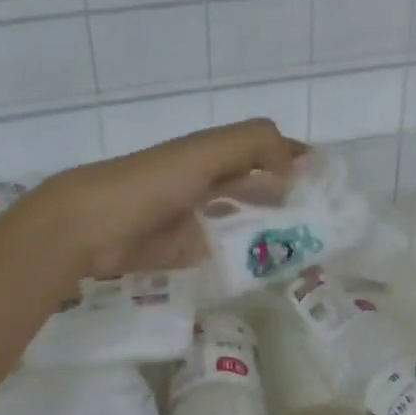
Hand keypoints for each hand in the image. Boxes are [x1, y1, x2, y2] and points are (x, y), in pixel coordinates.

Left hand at [13, 119, 301, 279]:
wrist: (90, 227)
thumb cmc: (152, 181)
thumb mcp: (206, 151)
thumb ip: (254, 144)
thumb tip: (294, 169)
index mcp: (213, 153)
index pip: (264, 150)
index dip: (293, 160)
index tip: (326, 183)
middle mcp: (208, 182)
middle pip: (258, 188)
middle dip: (289, 201)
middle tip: (324, 225)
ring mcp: (196, 220)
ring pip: (245, 223)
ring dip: (271, 233)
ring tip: (305, 251)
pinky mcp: (185, 254)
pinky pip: (224, 255)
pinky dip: (245, 260)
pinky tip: (268, 270)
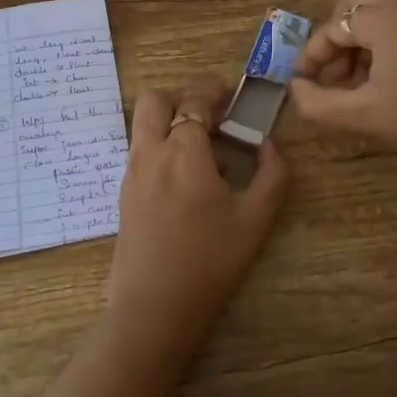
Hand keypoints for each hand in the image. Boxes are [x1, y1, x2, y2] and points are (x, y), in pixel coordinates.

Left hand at [108, 80, 288, 354]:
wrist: (155, 305)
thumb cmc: (211, 260)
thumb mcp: (256, 218)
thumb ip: (272, 174)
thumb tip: (267, 144)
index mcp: (184, 152)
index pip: (195, 102)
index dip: (213, 91)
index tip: (230, 93)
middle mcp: (151, 152)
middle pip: (155, 100)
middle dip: (182, 97)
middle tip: (210, 115)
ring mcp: (132, 172)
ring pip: (143, 123)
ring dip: (168, 119)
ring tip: (199, 145)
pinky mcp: (124, 192)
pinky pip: (140, 149)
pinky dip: (159, 143)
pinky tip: (183, 174)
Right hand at [288, 0, 396, 174]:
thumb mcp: (365, 115)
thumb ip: (319, 104)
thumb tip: (295, 88)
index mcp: (382, 17)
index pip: (331, 29)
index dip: (312, 58)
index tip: (304, 87)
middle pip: (352, 4)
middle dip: (335, 38)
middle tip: (332, 75)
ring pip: (376, 13)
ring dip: (358, 42)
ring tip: (355, 85)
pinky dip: (382, 42)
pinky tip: (383, 81)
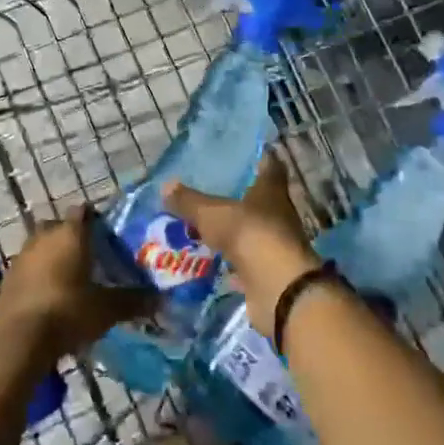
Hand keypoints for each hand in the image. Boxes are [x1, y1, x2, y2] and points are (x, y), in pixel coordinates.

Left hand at [0, 207, 156, 361]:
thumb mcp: (107, 309)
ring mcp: (22, 255)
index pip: (85, 212)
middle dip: (74, 238)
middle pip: (61, 227)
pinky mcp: (7, 277)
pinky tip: (51, 296)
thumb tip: (161, 299)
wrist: (17, 340)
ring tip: (73, 279)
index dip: (97, 221)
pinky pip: (29, 267)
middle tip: (93, 258)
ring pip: (43, 246)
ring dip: (55, 257)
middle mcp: (44, 235)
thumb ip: (133, 300)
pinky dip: (40, 275)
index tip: (110, 237)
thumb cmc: (67, 312)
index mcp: (70, 233)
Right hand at [164, 153, 320, 335]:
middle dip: (236, 197)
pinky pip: (245, 261)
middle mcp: (278, 214)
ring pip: (250, 231)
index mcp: (271, 190)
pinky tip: (210, 260)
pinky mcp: (268, 271)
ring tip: (202, 225)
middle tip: (207, 191)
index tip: (237, 156)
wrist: (278, 288)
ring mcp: (274, 244)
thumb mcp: (212, 214)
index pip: (269, 165)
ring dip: (232, 230)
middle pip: (258, 200)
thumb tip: (166, 185)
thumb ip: (189, 201)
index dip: (256, 159)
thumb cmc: (249, 234)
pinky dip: (230, 261)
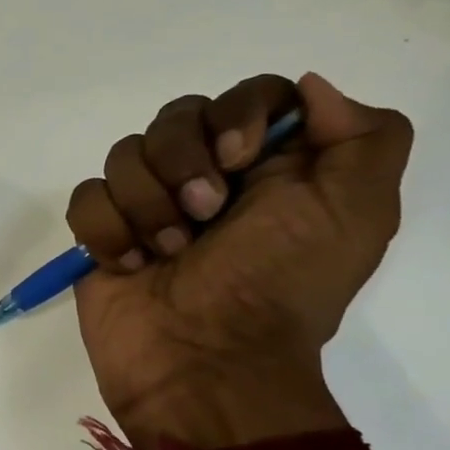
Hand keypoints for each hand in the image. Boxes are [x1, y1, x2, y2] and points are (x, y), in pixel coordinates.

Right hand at [65, 73, 411, 432]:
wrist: (206, 363)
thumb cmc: (279, 287)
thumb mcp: (356, 214)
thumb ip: (364, 138)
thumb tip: (309, 87)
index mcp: (270, 167)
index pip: (246, 96)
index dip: (236, 114)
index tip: (239, 160)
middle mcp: (207, 177)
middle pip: (174, 116)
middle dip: (182, 164)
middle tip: (204, 217)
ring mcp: (148, 206)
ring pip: (124, 155)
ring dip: (147, 205)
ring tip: (168, 253)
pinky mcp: (104, 235)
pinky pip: (85, 198)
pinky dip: (107, 230)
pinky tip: (131, 264)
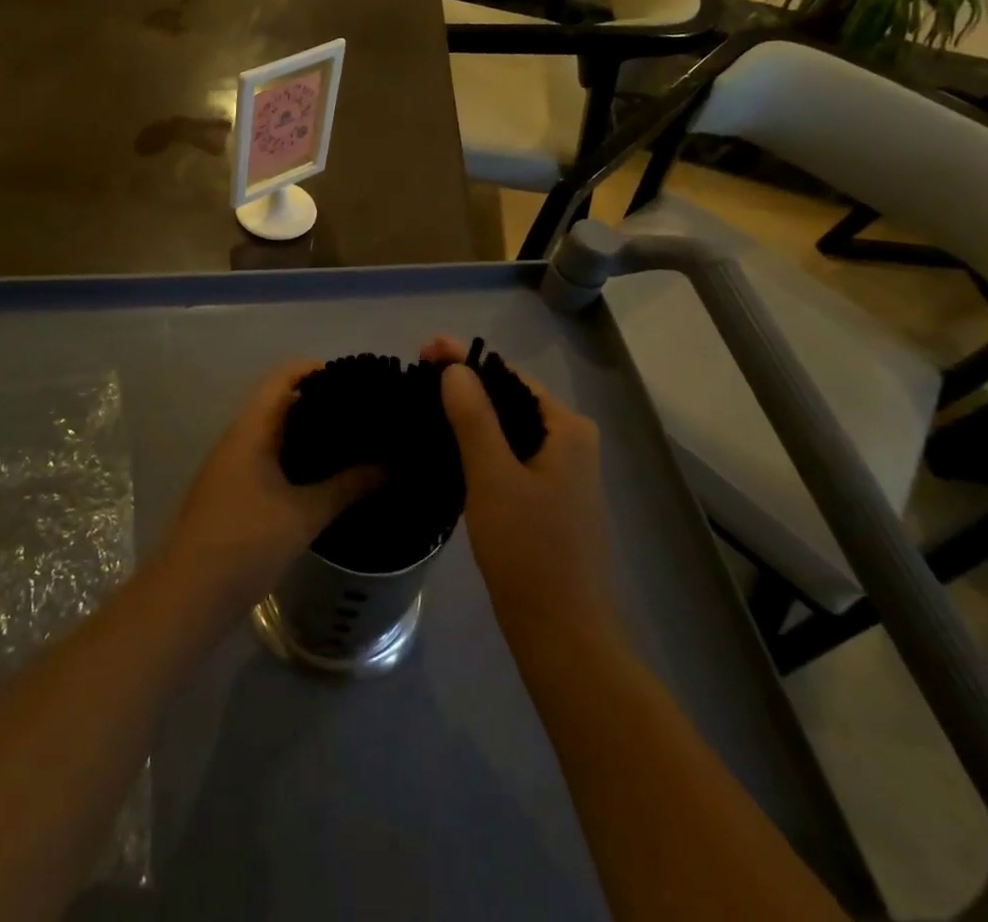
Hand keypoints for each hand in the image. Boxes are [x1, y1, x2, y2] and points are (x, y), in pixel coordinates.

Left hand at [156, 362, 380, 622]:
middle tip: (365, 411)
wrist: (187, 596)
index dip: (317, 370)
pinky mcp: (235, 491)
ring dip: (310, 432)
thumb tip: (391, 464)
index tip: (356, 378)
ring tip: (354, 439)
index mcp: (251, 430)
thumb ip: (348, 486)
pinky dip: (298, 457)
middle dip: (321, 401)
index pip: (283, 378)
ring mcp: (233, 465)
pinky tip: (326, 475)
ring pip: (276, 432)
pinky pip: (271, 458)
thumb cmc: (244, 544)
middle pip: (281, 402)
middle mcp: (239, 438)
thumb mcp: (303, 515)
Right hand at [421, 338, 615, 640]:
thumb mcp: (493, 477)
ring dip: (469, 416)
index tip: (422, 352)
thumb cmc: (529, 551)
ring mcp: (562, 473)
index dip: (466, 360)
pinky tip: (446, 447)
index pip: (509, 376)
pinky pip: (510, 456)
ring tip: (422, 405)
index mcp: (567, 429)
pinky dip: (479, 446)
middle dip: (464, 385)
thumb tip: (455, 368)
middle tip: (415, 377)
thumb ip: (473, 417)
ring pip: (508, 429)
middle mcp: (571, 442)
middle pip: (510, 399)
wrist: (562, 636)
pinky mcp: (548, 500)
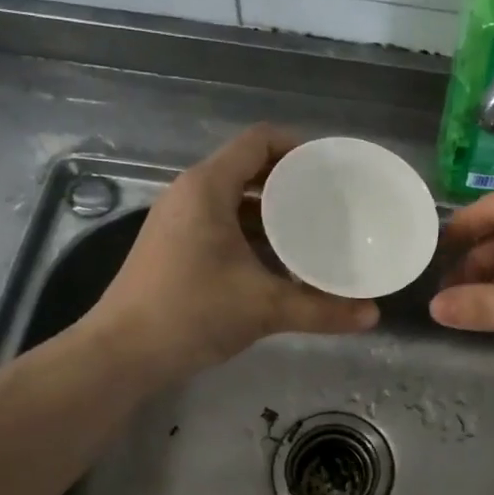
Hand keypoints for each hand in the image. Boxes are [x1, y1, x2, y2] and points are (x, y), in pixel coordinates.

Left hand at [87, 126, 378, 382]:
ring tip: (312, 229)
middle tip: (331, 201)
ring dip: (272, 210)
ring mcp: (178, 220)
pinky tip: (280, 260)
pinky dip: (253, 231)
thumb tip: (373, 316)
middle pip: (249, 167)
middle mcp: (190, 194)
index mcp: (208, 188)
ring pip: (235, 199)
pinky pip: (222, 222)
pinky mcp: (174, 245)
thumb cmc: (191, 313)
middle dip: (291, 181)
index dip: (299, 146)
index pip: (259, 140)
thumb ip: (321, 310)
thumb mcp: (264, 308)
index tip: (332, 171)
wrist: (121, 353)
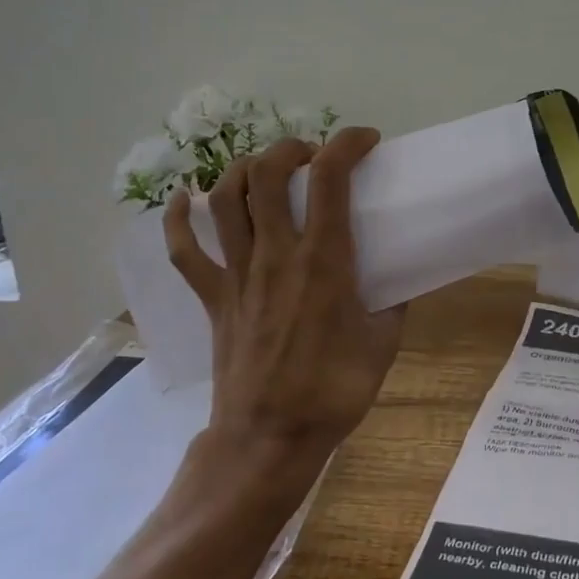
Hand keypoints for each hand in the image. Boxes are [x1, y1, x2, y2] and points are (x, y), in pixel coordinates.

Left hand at [163, 128, 404, 497]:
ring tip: (266, 169)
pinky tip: (184, 200)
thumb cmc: (334, 391)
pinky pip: (184, 252)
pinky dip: (178, 220)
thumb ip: (395, 304)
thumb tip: (400, 280)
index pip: (330, 180)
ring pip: (225, 200)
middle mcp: (276, 255)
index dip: (347, 145)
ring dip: (245, 170)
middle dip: (291, 149)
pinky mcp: (213, 297)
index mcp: (324, 262)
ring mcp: (237, 274)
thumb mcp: (384, 344)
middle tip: (313, 157)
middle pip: (268, 175)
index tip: (365, 140)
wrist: (270, 438)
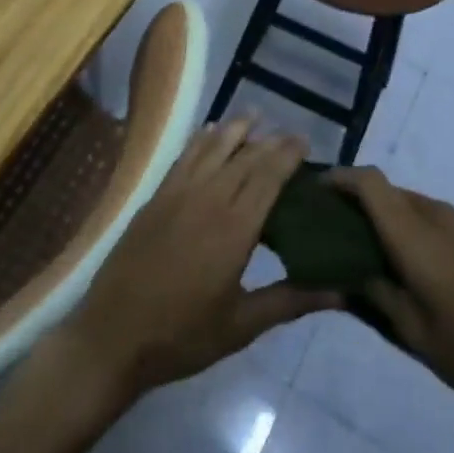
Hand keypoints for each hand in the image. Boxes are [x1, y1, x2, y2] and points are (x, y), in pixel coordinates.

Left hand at [61, 120, 341, 398]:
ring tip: (255, 116)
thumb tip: (341, 292)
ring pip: (214, 147)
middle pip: (246, 157)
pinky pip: (185, 155)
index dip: (288, 155)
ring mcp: (179, 192)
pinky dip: (202, 138)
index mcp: (235, 228)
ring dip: (237, 129)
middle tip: (289, 135)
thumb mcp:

▬▬▬

§ Problem
Could you reproduce exactly the lines from the first line of the listing through the line containing "pinky mcp: (185, 254)", both included, with pictures left out?

§ Response to this task
Hand keypoints for each hand in the image. Boxes are [x1, y1, x2, y2] and points are (x, y), in pixel coordinates.

Left hand at [13, 119, 301, 279]:
wrist: (90, 227)
thumb cmc: (152, 181)
thumb mcp: (206, 151)
thumb ip: (254, 144)
thumb tip: (294, 169)
index mcp: (213, 153)
index pip: (264, 150)
index dip: (293, 160)
index tip: (326, 183)
middle mcp: (208, 182)
middle pip: (258, 188)
middle dip: (289, 201)
middle tip: (324, 225)
ring mcp: (196, 220)
ring pip: (245, 223)
ring dip: (271, 233)
ring tip: (305, 251)
pinky mcp: (185, 254)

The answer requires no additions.